* [EXCERPTED DATA]:

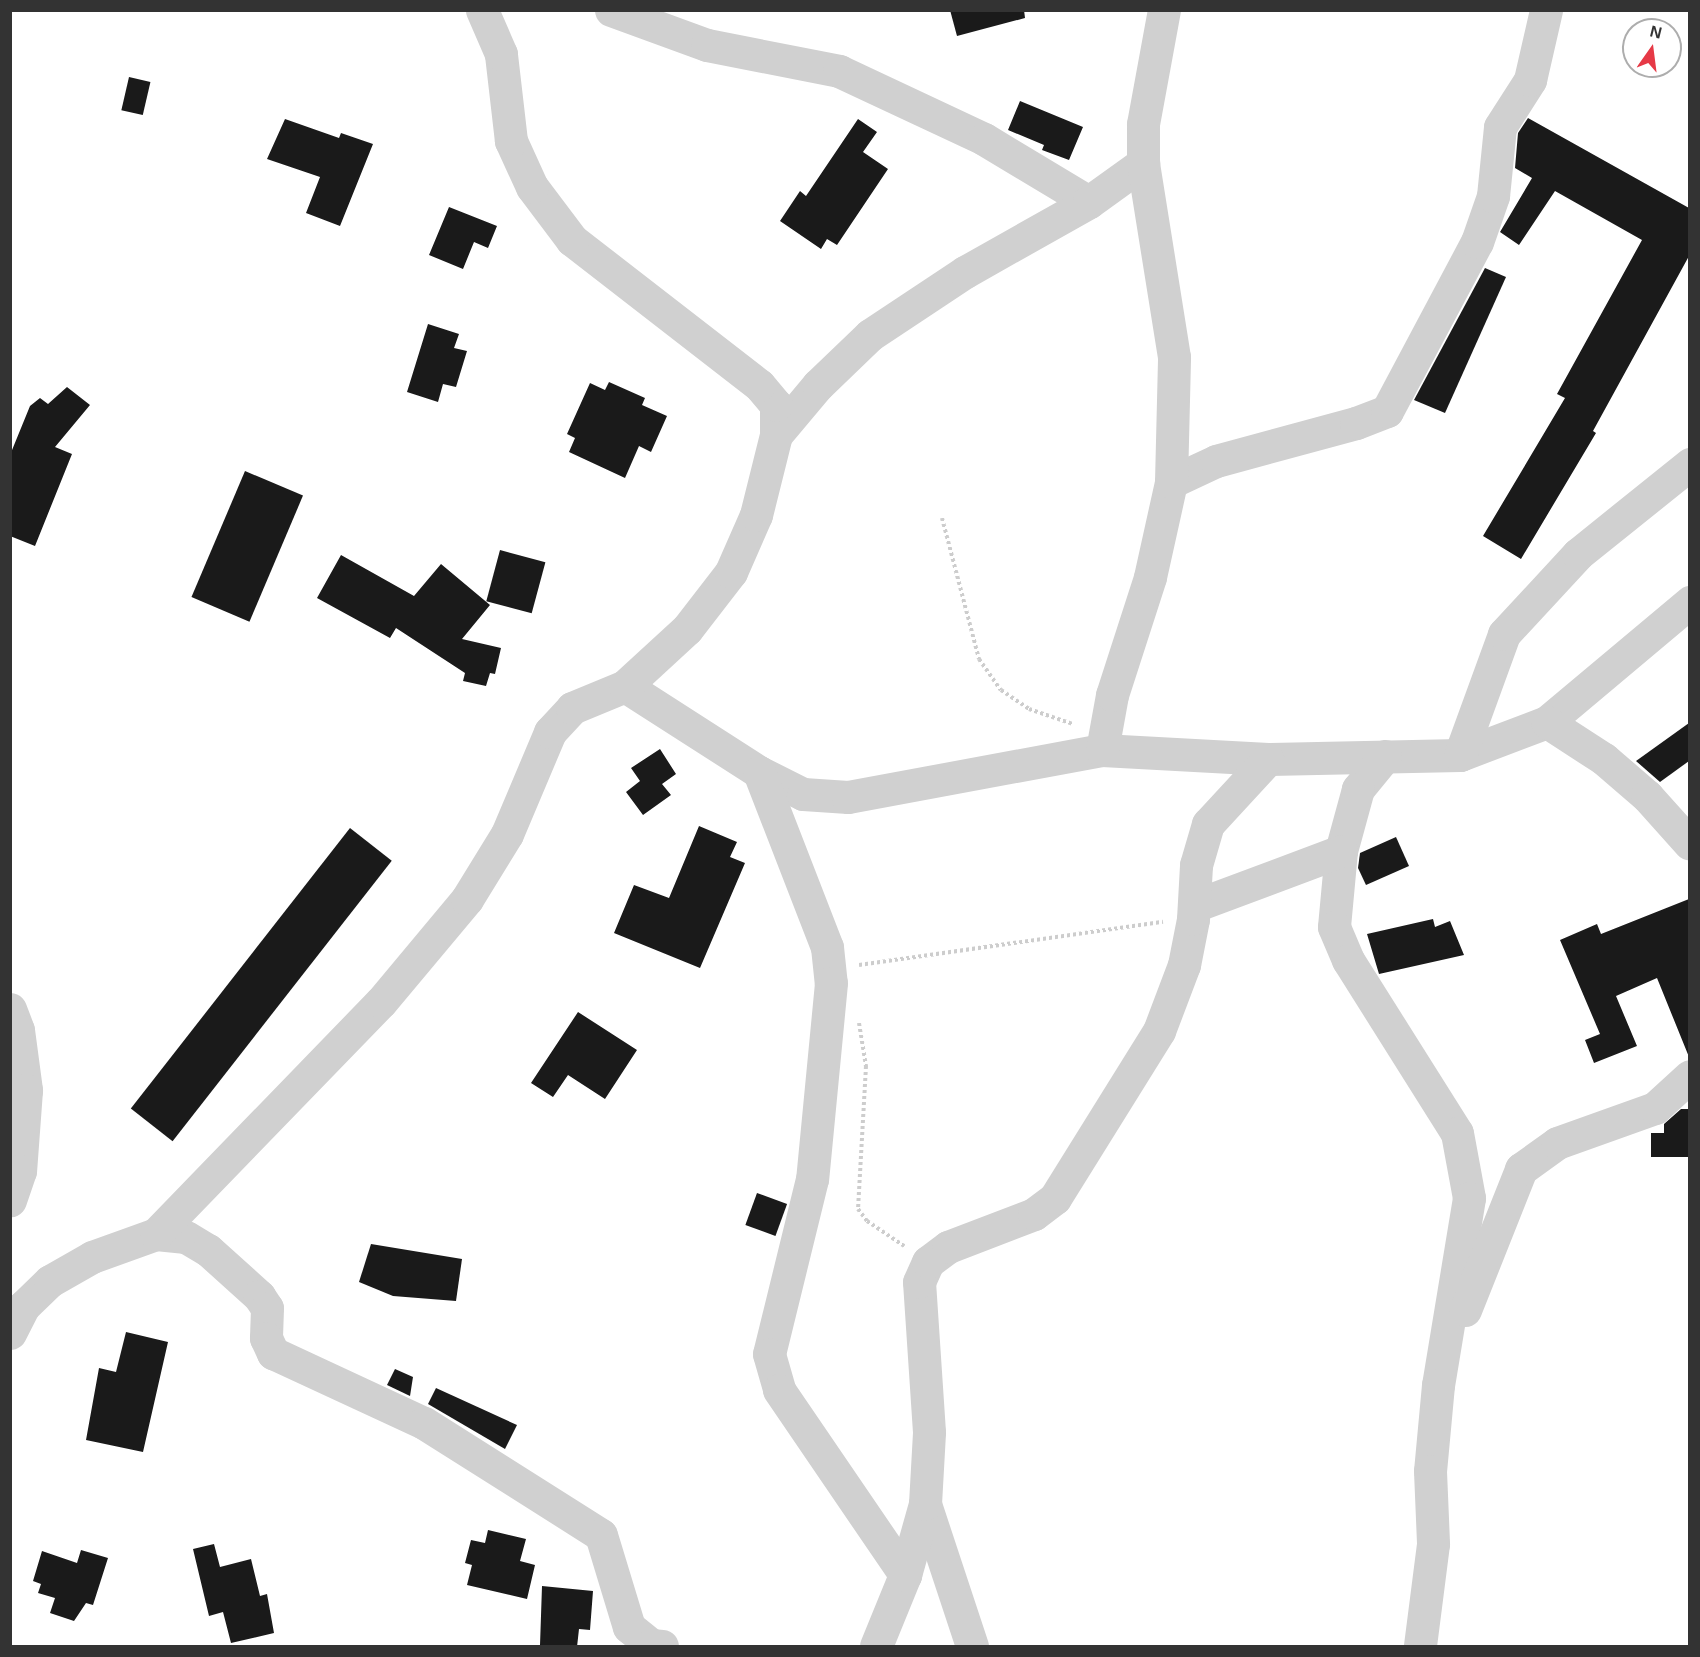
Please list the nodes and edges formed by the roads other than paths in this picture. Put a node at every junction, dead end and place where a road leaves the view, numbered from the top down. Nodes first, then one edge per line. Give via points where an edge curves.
1 (482, 10) edge
2 (611, 10) edge
3 (1164, 10) edge
4 (1546, 10) edge
5 (1143, 162) junction
6 (1089, 202) junction
7 (776, 435) junction
8 (1689, 464) edge
9 (1171, 482) junction
10 (1689, 602) edge
11 (625, 686) junction
12 (1547, 722) junction
13 (1104, 743) junction
14 (1460, 755) junction
15 (1386, 756) junction
16 (1268, 759) junction
17 (759, 772) junction
18 (1689, 844) edge
19 (1341, 850) junction
20 (1193, 912) junction
21 (10, 1009) edge
22 (1689, 1076) edge
23 (10, 1200) edge
24 (156, 1234) junction
25 (10, 1334) edge
26 (1438, 1385) junction
27 (925, 1504) junction
28 (905, 1575) junction
29 (662, 1647) edge
30 (876, 1647) edge
31 (972, 1647) edge
32 (1420, 1647) edge

1 - 7 street via 501,54 511,141 532,187 572,240 759,385 776,405
2 - 6 street via 707,45 839,71 984,139
3 - 5 street via 1143,124
4 - 9 street via 1530,80 1500,127 1493,196 1477,242 1387,411 1216,461
5 - 6 street
5 - 9 street via 1174,357
6 - 7 street via 965,272 870,335 818,385
7 - 11 street via 756,514 731,572 687,629
8 - 14 street via 1578,554 1504,634
9 - 13 street via 1150,577 1112,695
10 - 12 street
11 - 17 street
11 - 24 street via 572,708 550,732 507,834 466,899 381,1002
12 - 14 street
12 - 18 street via 1604,759 1647,796
13 - 16 street
13 - 17 street via 848,798 803,794
14 - 15 street
15 - 16 street
15 - 19 street via 1358,789
16 - 20 street via 1208,824 1196,865
17 - 28 street via 827,946 830,976 812,1179 769,1354 779,1390
19 - 20 street
19 - 26 street via 1334,927 1348,960 1457,1133 1469,1197
20 - 27 street via 1184,965 1159,1031 1055,1198 1034,1215 948,1247 928,1262 919,1282 929,1432
21 - 23 street via 18,1030 26,1089 20,1171
22 - 26 street via 1655,1108 1557,1143 1521,1169 1502,1209
24 - 25 street via 92,1257 50,1281 24,1306
24 - 29 street via 186,1237 208,1250 259,1296 267,1308 266,1338 273,1353 424,1423 601,1535 629,1627 651,1645
26 - 32 street via 1430,1471 1433,1544
27 - 28 street
27 - 31 street
28 - 30 street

* [TRY IT]: Every line above is to be written out unchanged, with the pictures omitted.

* [OUTPUT FOR THIS TASK]:
Please list the nodes and edges formed by the roads other than paths in this picture. Put a node at every junction, dead end and place where a road leaves the view, numbered from the top down. Nodes first, then one edge per line. Give via points where an edge curves.
1 (482, 10) edge
2 (611, 10) edge
3 (1164, 10) edge
4 (1546, 10) edge
5 (1143, 162) junction
6 (1089, 202) junction
7 (776, 435) junction
8 (1689, 464) edge
9 (1171, 482) junction
10 (1689, 602) edge
11 (625, 686) junction
12 (1547, 722) junction
13 (1104, 743) junction
14 (1460, 755) junction
15 (1386, 756) junction
16 (1268, 759) junction
17 (759, 772) junction
18 (1689, 844) edge
19 (1341, 850) junction
20 (1193, 912) junction
21 (10, 1009) edge
22 (1689, 1076) edge
23 (10, 1200) edge
24 (156, 1234) junction
25 (10, 1334) edge
26 (1438, 1385) junction
27 (925, 1504) junction
28 (905, 1575) junction
29 (662, 1647) edge
30 (876, 1647) edge
31 (972, 1647) edge
32 (1420, 1647) edge

1 - 7 street via 501,54 511,141 532,187 572,240 759,385 776,405
2 - 6 street via 707,45 839,71 984,139
3 - 5 street via 1143,124
4 - 9 street via 1530,80 1500,127 1493,196 1477,242 1387,411 1216,461
5 - 6 street
5 - 9 street via 1174,357
6 - 7 street via 965,272 870,335 818,385
7 - 11 street via 756,514 731,572 687,629
8 - 14 street via 1578,554 1504,634
9 - 13 street via 1150,577 1112,695
10 - 12 street
11 - 17 street
11 - 24 street via 572,708 550,732 507,834 466,899 381,1002
12 - 14 street
12 - 18 street via 1604,759 1647,796
13 - 16 street
13 - 17 street via 848,798 803,794
14 - 15 street
15 - 16 street
15 - 19 street via 1358,789
16 - 20 street via 1208,824 1196,865
17 - 28 street via 827,946 830,976 812,1179 769,1354 779,1390
19 - 20 street
19 - 26 street via 1334,927 1348,960 1457,1133 1469,1197
20 - 27 street via 1184,965 1159,1031 1055,1198 1034,1215 948,1247 928,1262 919,1282 929,1432
21 - 23 street via 18,1030 26,1089 20,1171
22 - 26 street via 1655,1108 1557,1143 1521,1169 1502,1209
24 - 25 street via 92,1257 50,1281 24,1306
24 - 29 street via 186,1237 208,1250 259,1296 267,1308 266,1338 273,1353 424,1423 601,1535 629,1627 651,1645
26 - 32 street via 1430,1471 1433,1544
27 - 28 street
27 - 31 street
28 - 30 street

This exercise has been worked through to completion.